2.7 KiB
🔀 #469 - Replace MLA-specific KV cache with the standard KV cache
| Author | ikawrakow |
|---|---|
| State | ❌ Closed |
| Created | 2025-05-28 |
| Updated | 2025-05-30 |
Description
Also tried handling the case of a missing V cache (as it happens with most MLA options) when reading/writing/de-fragmenting the cache, but not sure of that works, so making the PR a draft.
💬 Conversation
👤 saood06 commented the 2025-05-29 at 05:01:59:
I'll try to test this later tonight (my server is currently busy downloading and converting the new R1 checkpoint) with some loading and saving of the cache to a file but I don't see how de-fragmenting has changed looking at your commits.
De-fragmenting the cache is not a feature I'm very familiar with at all so I'm not sure how to test/trigger it easily.
👤 ikawrakow commented the 2025-05-29 at 05:05:56:
but I don't see how de-fragmenting has changed looking at your commits.
In the function build_defrag() there is a check for the presence of V-cache.

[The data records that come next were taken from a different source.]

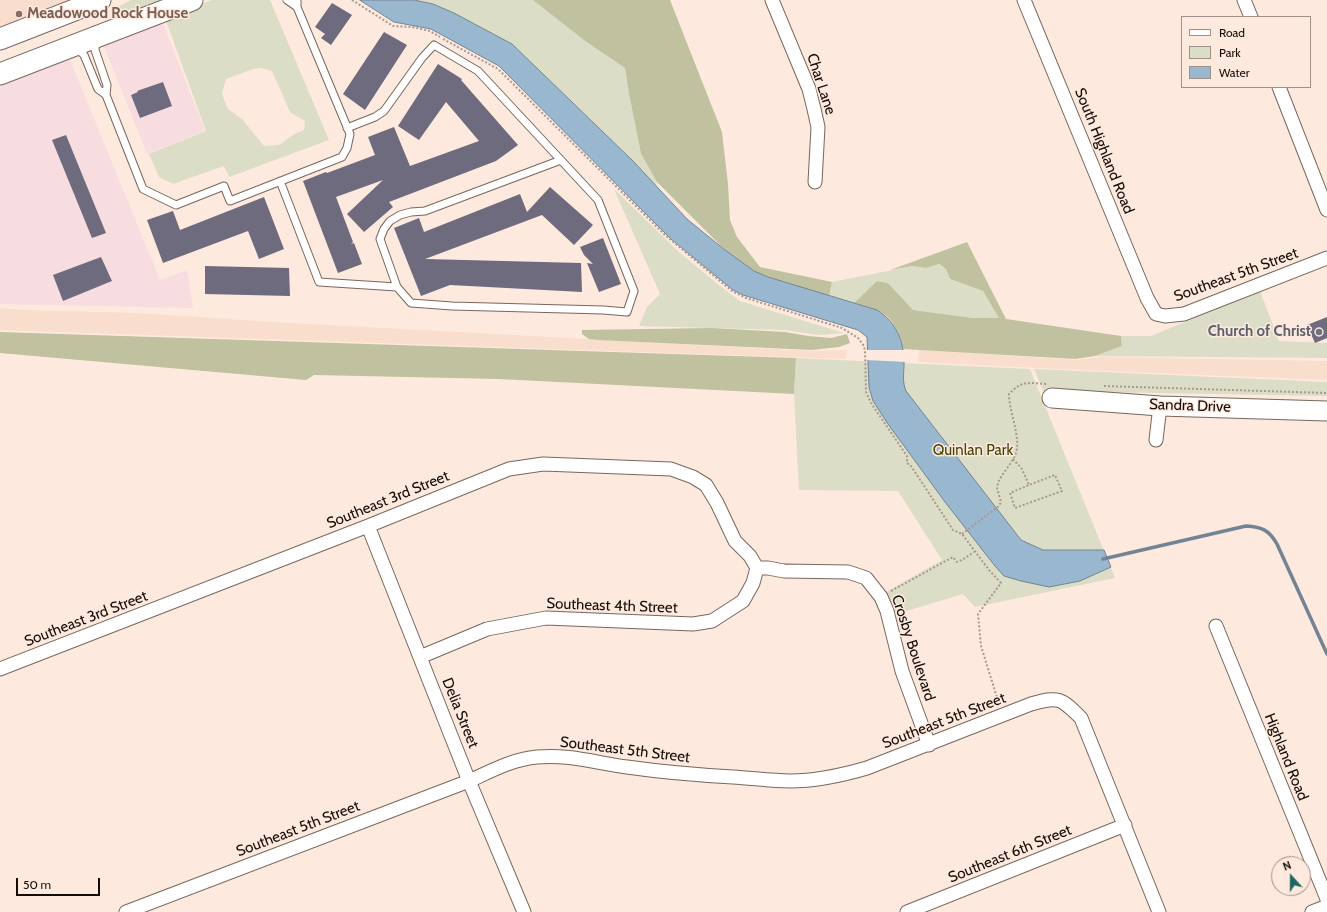 <!DOCTYPE html>
<style>
body{margin:0}
#map{position:relative;width:1327px;height:912px;overflow:hidden;background:#fee9de;font-family:Cabin,sans-serif}
canvas{display:block}
.legend{position:absolute;left:1181px;top:16px;width:130px;height:72px;box-sizing:border-box;background:#fee9de;border:1px solid #a09188;margin:0;padding:5px 7px;list-style:none;font-size:12px;color:#130c08}
.legend li{display:flex;align-items:center;gap:8px;height:20px}
.legend b{width:20px;border:1px solid #a09188}
.north{position:absolute;left:1271px;top:856px;width:40px;height:40px;box-sizing:border-box;background:#fee9de;border:1px solid #a09188;border-radius:50%;rotate:339deg;font-size:11px;font-weight:700;line-height:16px;text-align:center;color:#130c08}
.north::after{content:'';display:block;margin:auto;width:14px;height:18px;background:#1f685f;clip-path:polygon(50% 0,100% 100%,50% 72%,0 100%)}
.scale{position:absolute;left:16px;top:878px;width:84px;height:18px;box-sizing:border-box;border:2px solid #130c08;border-top:0;padding-left:5px;font-size:12px;line-height:14px;white-space:nowrap;color:#130c08;-webkit-text-stroke:3px #fee9de;paint-order:stroke}
</style>
<div id="map">
<canvas width="1327" height="912"></canvas>
<ul class="legend">
<li><b style="height:5px;background:#fff"></b>Road</li>
<li><b style="height:11px;background:#dcddc6"></b>Park</li>
<li><b style="height:11px;background:#9ab7d0"></b>Water</li>
</ul>
<div class="north">N</div>
<div class="scale">50 m</div>
</div>
<script>
const ctx = document.querySelector('canvas').getContext('2d');
ctx.lineJoin = 'round';
function fillPath(path, color) {
  ctx.fillStyle = color;
  ctx.fill(path, 'evenodd');
}
function strokePath(path, color, width, dash) {
  ctx.strokeStyle = color;
  ctx.lineWidth = width;
  ctx.lineCap = dash ? 'butt' : 'round';
  ctx.setLineDash(dash || []);
  ctx.stroke(path);
}
function drawText(font, color, halo, rows, align = 'center') {
  ctx.font = font + ' Cabin,sans-serif';
  ctx.lineWidth = 3;
  ctx.setLineDash([]);
  ctx.textBaseline = 'middle';
  ctx.strokeStyle = halo;
  ctx.fillStyle = color;
  for (const [text, x, y, turn = 0] of rows) {
    ctx.save();
    ctx.translate(x, y);
    ctx.rotate((+turn || 0) * Math.PI / 180);
    ctx.textAlign = isNaN(turn) ? turn : align;
    if (halo) ctx.strokeText(text, 0, 0);
    ctx.fillText(text, 0, 0);
    ctx.restore();
  }
}
fillPath(new Path2D(`
 M161,18L205,131L147,154L102,41Z
 M68,55L160,280L187,270L193,308L0,304V80Z`), '#f7dce0');
fillPath(new Path2D(`
 M0,0H76L0,29Z
 M0,308L24,310L139,313L272,322L811,351L847,350L846,359L0,330Z
 M919,350L1076,360L1102,357L1327,361V380L1078,370L918,362Z`), '#f9ddcd');
fillPath(new Path2D(`
 M131,0H170C159,4 133,17 123,14C120,12 118,10 117,7Z
 M212,0H270L329,140L229,177L224,166L173,184L159,177L149,154L206,131L165,18ZM261,68L272,71L290,112L305,121L304,130L296,133L279,145L264,146L242,119L228,109L222,94L226,79L253,69Z
 M414,0H533L585,41L625,68L629,94L641,154L657,182L656,187L633,161L512,44L454,13L433,4Z
 M614,189L679,252L720,286L740,301L844,333L820,335L784,330L639,326L647,307L660,294Z
 M938,264L946,269L950,279L983,291L1000,318H973L913,310L888,283L877,281L854,303L829,296L832,282L913,266L926,268Z
 M1260,291L1279,341L1327,343V358L1095,356L1122,346L1121,336H1151Z
 M796,358L1030,369L1115,578L975,607L963,594L893,615L886,592L942,560L898,491L799,490L794,394Z
 M1034,369L1327,382V396L1043,391Z`), '#dcddc6');
fillPath(new Path2D(`
 M533,0H670L722,132L728,184L730,220L737,237L760,267L832,282L829,296L768,277L754,271L725,250L657,182L641,154L629,94L625,68L585,41Z
 M967,242L1006,319L1121,336L1122,346L1095,356L1075,359L902,349C901,334 891,315 876,310C869,307 861,306 854,303L877,281L888,283L913,310L973,318H999L983,291L950,279L946,269L939,264L926,268L913,266L890,270Z
 M712,328L785,332L808,336L831,338L847,334L850,343L839,347L812,350L598,340L589,339L582,334V330Z
 M0,332L796,358L794,394L499,379L314,375L306,380L0,353Z`), '#c0c29f');
const water = new Path2D(`
 M360,0H414L433,4L454,13L512,44L633,161L687,219L725,250L754,271L768,277L877,310C896,322 904,341 904,363C904,373 902,382 906,391L1021,540L1043,550H1104L1111,567L1080,581L1049,587L1021,581L1004,576L995,566L945,502L888,424L873,401L869,387L867,337L858,330L743,295L733,290L671,239L499,66L431,29L394,22Z`);
fillPath(water, '#9ab7d0');
strokePath(water, '#728494', 1);
fillPath(new Path2D(`
 M866,350H905L906,362L866,360Z`), '#fee9de');
strokePath(new Path2D(`
 M1103,559L1246,526C1262,527 1269,530 1277,544L1327,654`), '#728494', 3.5);
fillPath(new Path2D(`
 M332,3L352,15L331,45L321,38L325,34L315,27Z
 M384,32L407,45L365,110L343,94Z
 M438,64L462,79L461,80L518,145L496,161L389,202L393,207L364,232L347,214L383,180L336,197L353,242L351,244L354,243L362,264L338,273L303,181L326,172L327,173L375,155L368,137L394,127L410,166L479,141L446,102L419,140L398,126Z
 M163,82L172,106L140,118L131,95L138,92L137,91Z
 M66,135L106,233L92,238L52,140Z
 M550,187L593,225L574,245L542,215L425,259L581,263L582,292L450,285L421,296L394,228L419,218L424,232L520,194L527,212Z
 M264,197L284,249L259,259L248,231L163,263L147,220L173,211L180,230Z
 M603,238L621,284L599,292L587,263L593,264L584,255L580,247Z
 M101,257L112,281L63,301L53,275Z
 M205,266L289,268L290,296L205,294Z
 M1327,317V338L1315,343L1307,325Z`), '#6d6b7d');
const lane = new Path2D(`
 M287,0L297,7
 M96,40L95,50L107,85L106,95
 M75,47L84,55L98,89L106,95L143,189L176,205L224,186L230,201L342,157L347,148L350,134L297,7V0
 M347,128L375,117L384,111L422,58L434,45L478,71L598,200L634,291L627,312L603,310L452,306L411,303L397,287L380,239L384,229L390,221L400,215L411,212L425,211L561,160
 M280,181L319,282L397,287`);
const street = new Path2D(`
 M772,0L809,89L814,109L818,127L815,182
 M1024,0L1147,298L1156,314L1165,316L1184,314L1327,258
 M1244,0L1251,17
 M1279,87L1327,210
 M1156,440L1160,406
 M368,526L469,781L524,912
 M757,568H768L784,571L848,572L866,578L881,597L887,611L902,671L929,745
 M1216,626L1327,899
 M420,657L487,629L546,618L693,624L712,621L743,601L753,583L757,568
 M0,669L368,526L509,469L543,464L671,469L693,477L706,485L717,503L735,541L750,556L757,568
 M126,912L469,781C491,771 513,759 537,757C568,754 597,763 627,767C662,772 697,775 733,777C752,778 771,781 790,781C816,781 843,775 867,768L1031,704C1059,696 1061,698 1081,718L1159,912
 M907,912L1125,825
 M1312,912L1327,906`);
const secondary = new Path2D(`
 M1052,398L1160,406L1327,411`);
const primary = new Path2D(`
 M0,39L100,0
 M0,74L192,0`);
strokePath(lane, '#78675d', 9);
strokePath(street, '#78675d', 15);
strokePath(secondary, '#78675d', 21);
strokePath(primary, '#78675d', 23);
strokePath(new Path2D(`
 M352,0L393,26L412,27L430,31L440,37
 M443,39L498,69L665,235L732,291L746,298L842,328L858,338L864,346L865,351L866,392L871,403L907,456V463L911,466L953,530L962,534L989,570L1001,583L978,614L981,646L999,704
 M1104,386L1327,393
 M1013,459L1022,469L1029,485L1055,475L1062,491L1015,508L1010,493L1029,485
 M962,534L999,506L1001,502L997,488L998,483C1002,473 1012,464 1016,453C1021,437 1009,412 1009,394C1022,380 1029,383 1046,384
 M891,591L953,557L957,562L962,560L974,552`), '#a89890', 2, [2, 2]);
strokePath(lane, '#fff', 7);
strokePath(street, '#fff', 13);
strokePath(secondary, '#fff', 19);
strokePath(primary, '#fff', 21);
for (const [x, y, r, color] of [
 [19,14,4,"#8d6e63"],
 [1319,332,4,"#6b7280"]
]) {
  const dot = new Path2D();
  dot.arc(x, y, r, 0, 2 * Math.PI);
  ctx.fillStyle = color;
  ctx.fill(dot);
  strokePath(dot, '#fee9de', 1.5);
}
drawText('bold 15px', '#785e54', '#fee9de', [
 ["Meadowood Rock House",27,14]
], 'left');
drawText('15px', '#130c08', '#fee9de', [
 ["Char Lane",821,84,72],
 ["South Highland Road",1104,151,68],
 ["Southeast 5th Street",1236,275,-20],
 ["Sandra Drive",1190,406,2],
 ["Southeast 3rd Street",388,500,-22],
 ["Southeast 4th Street",612,606,2],
 ["Southeast 3rd Street",86,619,-21],
 ["Crosby Boulevard",913,648,72],
 ["Delia Street",460,713,68],
 ["Southeast 5th Street",944,721,-21],
 ["Southeast 5th Street",625,750,7],
 ["Highland Road",1286,757,68],
 ["Southeast 5th Street",298,829,-21],
 ["Southeast 6th Street",1010,854,-22]
]);
drawText('bold 15px', '#5b616d', '#fee9de', [
 ["Church of Christ",1311,332]
], 'right');
drawText('15px', '#434304', '#fee9de', [
 ["Quinlan Park",973,451]
]);
</script>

👤 saood06 commented the 2025-05-29 at 05:15:41:
but I don't see how de-fragmenting has changed looking at your commits.
In the function
build_defrag()there is a check for the presence of V-cache.

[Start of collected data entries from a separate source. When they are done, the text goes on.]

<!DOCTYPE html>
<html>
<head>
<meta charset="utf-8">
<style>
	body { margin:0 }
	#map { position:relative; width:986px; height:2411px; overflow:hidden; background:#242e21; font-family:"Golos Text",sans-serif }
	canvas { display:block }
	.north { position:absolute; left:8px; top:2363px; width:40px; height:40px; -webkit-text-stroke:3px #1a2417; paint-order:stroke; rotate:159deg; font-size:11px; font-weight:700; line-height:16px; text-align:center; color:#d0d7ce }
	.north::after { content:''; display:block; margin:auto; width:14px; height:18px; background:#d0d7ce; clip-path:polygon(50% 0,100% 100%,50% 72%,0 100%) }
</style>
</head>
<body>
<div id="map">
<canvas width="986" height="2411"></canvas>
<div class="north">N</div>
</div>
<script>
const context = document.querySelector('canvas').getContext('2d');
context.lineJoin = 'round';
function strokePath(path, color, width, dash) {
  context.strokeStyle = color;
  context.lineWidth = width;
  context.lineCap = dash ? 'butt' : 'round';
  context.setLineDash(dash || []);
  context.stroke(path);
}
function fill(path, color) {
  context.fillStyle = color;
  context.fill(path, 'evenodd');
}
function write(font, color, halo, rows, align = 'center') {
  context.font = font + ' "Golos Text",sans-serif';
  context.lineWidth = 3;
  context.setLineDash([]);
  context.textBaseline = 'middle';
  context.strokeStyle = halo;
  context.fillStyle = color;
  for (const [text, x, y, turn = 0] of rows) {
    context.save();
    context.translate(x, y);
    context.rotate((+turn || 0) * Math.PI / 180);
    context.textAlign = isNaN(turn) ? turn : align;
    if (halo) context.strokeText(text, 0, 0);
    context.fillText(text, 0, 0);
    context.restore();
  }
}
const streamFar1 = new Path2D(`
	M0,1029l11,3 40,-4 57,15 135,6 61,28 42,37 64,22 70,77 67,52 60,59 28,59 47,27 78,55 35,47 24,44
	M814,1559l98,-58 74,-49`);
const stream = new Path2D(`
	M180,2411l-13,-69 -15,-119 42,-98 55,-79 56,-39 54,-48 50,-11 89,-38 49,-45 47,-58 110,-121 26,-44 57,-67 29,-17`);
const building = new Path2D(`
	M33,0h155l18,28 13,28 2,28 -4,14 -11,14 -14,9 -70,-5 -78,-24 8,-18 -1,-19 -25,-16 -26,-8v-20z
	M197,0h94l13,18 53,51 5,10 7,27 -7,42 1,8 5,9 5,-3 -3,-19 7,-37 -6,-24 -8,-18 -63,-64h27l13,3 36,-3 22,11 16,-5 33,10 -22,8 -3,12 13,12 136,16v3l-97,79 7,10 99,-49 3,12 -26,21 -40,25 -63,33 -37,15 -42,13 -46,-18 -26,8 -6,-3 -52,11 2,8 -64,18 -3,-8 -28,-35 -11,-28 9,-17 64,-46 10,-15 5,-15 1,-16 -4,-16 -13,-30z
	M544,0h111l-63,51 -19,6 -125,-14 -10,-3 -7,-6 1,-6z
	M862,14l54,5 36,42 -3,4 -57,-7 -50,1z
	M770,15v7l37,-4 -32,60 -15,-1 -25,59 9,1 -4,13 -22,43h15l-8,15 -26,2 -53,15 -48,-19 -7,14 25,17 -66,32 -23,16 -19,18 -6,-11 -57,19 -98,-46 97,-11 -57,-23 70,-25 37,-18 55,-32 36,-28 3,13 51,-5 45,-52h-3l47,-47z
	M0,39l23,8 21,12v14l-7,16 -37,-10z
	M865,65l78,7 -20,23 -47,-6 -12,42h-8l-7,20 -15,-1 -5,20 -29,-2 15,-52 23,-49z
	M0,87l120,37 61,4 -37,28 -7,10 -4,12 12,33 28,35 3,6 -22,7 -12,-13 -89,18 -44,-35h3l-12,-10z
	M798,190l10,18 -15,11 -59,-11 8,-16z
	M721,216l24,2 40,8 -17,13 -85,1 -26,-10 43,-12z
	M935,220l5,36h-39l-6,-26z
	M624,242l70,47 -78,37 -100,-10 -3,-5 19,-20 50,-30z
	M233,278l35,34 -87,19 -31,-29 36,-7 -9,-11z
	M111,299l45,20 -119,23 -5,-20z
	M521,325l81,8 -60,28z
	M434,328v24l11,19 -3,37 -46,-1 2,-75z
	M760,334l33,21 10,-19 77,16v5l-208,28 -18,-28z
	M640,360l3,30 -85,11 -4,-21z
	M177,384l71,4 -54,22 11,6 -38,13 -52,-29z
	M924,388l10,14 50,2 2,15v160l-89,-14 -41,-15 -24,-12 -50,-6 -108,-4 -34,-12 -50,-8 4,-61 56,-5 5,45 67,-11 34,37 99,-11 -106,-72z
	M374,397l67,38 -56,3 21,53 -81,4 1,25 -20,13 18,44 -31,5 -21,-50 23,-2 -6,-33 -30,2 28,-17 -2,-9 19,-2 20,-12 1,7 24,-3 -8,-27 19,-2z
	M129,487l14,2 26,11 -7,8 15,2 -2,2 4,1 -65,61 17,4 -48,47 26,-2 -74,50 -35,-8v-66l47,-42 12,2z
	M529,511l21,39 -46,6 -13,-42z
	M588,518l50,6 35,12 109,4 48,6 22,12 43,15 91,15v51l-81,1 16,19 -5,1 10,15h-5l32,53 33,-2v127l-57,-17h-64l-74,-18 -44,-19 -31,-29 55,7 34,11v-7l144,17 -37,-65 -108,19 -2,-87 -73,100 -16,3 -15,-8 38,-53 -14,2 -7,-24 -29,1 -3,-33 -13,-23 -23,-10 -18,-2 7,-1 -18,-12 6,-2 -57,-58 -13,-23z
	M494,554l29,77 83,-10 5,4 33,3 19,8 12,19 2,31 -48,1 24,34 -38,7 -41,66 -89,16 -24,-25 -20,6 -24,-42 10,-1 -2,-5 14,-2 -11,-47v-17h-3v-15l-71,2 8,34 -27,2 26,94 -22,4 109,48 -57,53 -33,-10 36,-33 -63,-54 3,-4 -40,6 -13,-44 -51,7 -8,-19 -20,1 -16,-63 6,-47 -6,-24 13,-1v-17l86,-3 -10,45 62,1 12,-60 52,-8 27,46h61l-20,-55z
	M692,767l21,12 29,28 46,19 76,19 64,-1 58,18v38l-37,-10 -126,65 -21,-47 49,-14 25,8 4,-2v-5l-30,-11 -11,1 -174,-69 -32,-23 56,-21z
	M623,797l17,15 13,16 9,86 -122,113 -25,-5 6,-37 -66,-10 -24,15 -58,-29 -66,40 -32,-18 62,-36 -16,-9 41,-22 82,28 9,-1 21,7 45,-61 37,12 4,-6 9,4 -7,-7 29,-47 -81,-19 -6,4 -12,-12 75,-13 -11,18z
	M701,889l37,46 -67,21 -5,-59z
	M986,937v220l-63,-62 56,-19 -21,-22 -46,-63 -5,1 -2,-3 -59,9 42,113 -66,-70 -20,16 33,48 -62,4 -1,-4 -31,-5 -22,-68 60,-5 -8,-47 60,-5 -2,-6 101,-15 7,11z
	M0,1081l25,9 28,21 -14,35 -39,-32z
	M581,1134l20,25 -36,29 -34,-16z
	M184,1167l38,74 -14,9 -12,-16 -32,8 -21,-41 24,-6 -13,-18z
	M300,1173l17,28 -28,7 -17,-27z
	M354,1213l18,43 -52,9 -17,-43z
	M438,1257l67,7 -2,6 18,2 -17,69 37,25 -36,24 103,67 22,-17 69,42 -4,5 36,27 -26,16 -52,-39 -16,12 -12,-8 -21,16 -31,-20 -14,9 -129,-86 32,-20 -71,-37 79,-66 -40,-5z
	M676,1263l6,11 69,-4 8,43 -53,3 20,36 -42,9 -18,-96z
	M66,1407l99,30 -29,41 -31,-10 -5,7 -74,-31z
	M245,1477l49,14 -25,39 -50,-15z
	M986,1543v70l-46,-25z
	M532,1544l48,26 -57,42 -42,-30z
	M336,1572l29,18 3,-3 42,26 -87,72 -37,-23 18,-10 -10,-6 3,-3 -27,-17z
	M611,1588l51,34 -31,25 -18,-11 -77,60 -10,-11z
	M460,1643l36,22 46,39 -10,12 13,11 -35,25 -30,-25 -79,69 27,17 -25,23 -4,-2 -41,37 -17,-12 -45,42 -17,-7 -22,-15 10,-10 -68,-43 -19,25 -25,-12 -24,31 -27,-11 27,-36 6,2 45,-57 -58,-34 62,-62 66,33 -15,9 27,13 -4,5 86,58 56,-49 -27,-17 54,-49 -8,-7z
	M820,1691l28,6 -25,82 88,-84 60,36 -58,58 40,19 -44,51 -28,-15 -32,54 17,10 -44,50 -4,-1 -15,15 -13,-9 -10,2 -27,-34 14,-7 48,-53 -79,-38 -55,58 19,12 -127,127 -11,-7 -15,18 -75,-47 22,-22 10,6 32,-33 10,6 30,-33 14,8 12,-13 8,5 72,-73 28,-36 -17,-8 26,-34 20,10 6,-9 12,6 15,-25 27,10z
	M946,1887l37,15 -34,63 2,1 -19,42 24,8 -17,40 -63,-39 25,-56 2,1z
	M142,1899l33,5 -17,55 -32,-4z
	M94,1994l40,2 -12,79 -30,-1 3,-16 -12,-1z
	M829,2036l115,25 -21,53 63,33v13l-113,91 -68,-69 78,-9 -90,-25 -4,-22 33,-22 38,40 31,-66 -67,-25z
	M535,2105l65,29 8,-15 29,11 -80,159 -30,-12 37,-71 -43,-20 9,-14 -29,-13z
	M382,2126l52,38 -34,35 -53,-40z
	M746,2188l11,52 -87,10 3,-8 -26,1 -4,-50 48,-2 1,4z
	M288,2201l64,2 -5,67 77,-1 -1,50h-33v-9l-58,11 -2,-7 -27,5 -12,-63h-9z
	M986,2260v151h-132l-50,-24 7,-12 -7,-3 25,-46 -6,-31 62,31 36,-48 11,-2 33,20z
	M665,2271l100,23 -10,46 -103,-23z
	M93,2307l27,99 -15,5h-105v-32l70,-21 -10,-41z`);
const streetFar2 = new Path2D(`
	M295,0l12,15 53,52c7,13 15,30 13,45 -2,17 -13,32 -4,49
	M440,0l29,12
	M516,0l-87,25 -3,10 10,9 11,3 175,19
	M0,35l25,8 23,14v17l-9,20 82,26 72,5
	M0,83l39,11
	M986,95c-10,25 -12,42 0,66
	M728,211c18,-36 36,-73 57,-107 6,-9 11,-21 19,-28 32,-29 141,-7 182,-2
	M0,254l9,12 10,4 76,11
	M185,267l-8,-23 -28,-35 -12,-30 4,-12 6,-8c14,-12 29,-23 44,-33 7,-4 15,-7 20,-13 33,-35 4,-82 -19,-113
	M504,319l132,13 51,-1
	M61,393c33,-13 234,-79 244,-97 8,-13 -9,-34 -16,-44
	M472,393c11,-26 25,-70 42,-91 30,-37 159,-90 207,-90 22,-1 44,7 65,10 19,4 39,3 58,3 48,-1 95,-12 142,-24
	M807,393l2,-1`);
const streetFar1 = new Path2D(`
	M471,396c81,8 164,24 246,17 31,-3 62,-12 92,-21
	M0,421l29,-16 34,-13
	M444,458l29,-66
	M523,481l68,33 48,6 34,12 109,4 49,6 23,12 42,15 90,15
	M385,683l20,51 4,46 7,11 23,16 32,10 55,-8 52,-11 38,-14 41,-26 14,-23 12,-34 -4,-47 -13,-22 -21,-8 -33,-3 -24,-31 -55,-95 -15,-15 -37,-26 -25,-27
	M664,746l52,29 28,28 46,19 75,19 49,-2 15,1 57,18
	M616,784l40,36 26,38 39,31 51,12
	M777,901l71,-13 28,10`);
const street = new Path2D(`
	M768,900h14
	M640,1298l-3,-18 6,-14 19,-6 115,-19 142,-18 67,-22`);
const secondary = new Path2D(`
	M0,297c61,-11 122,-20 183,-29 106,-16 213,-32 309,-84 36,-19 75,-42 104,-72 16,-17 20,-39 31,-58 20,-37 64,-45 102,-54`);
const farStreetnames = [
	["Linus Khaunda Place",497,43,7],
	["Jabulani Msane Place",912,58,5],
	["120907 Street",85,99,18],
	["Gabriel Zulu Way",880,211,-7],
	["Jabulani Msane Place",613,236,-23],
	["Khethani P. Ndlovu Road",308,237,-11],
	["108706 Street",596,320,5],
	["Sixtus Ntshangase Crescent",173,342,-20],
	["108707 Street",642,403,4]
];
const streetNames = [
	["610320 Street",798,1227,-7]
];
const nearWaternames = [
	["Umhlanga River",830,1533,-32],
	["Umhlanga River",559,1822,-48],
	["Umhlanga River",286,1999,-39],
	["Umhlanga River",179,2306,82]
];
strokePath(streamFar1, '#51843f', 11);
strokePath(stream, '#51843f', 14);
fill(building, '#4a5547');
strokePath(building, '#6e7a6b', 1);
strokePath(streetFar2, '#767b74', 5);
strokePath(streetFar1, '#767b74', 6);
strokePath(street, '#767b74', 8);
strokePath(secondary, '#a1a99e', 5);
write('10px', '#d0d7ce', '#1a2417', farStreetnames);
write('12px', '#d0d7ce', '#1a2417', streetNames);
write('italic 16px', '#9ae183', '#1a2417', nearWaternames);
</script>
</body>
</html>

I see it now. I also see that mainline has changed the default defrag_thold (no idea why they call it that when they use _threshold for another variable), so that it is enabled by default but over here it is still disabled by default. Once I familiarize myself with it, I may make a PR that changes the default here.
👤 saood06 commented the 2025-05-29 at 13:31:05:
Can you debug?
I'll look into it more later. Going to head off now, was hoping to have more time for this but downloading and converting the new R1 took a while.
👤 saood06 commented the 2025-05-30 at 07:57:07:
If you are waiting for me to test de-fragmenting the cache before marking this ready, I'm not sure if/when I will do that, as there doesn't seem to be any indication of when that happens in any example (server only tells you when fragmentation may be an issue). I'd either need to write an example or understand how it works well enough to create a situation in which I know it will happen (with the threshold I set, since as it stands it is disabled by default here).
👤 saood06 commented the 2025-05-30 at 08:03:29:
#473 merged onto ik/remove_kv_l and not main, sorry if that wasn't clear before.
👤 ikawrakow commented the 2025-05-30 at 08:05:17:
Oops.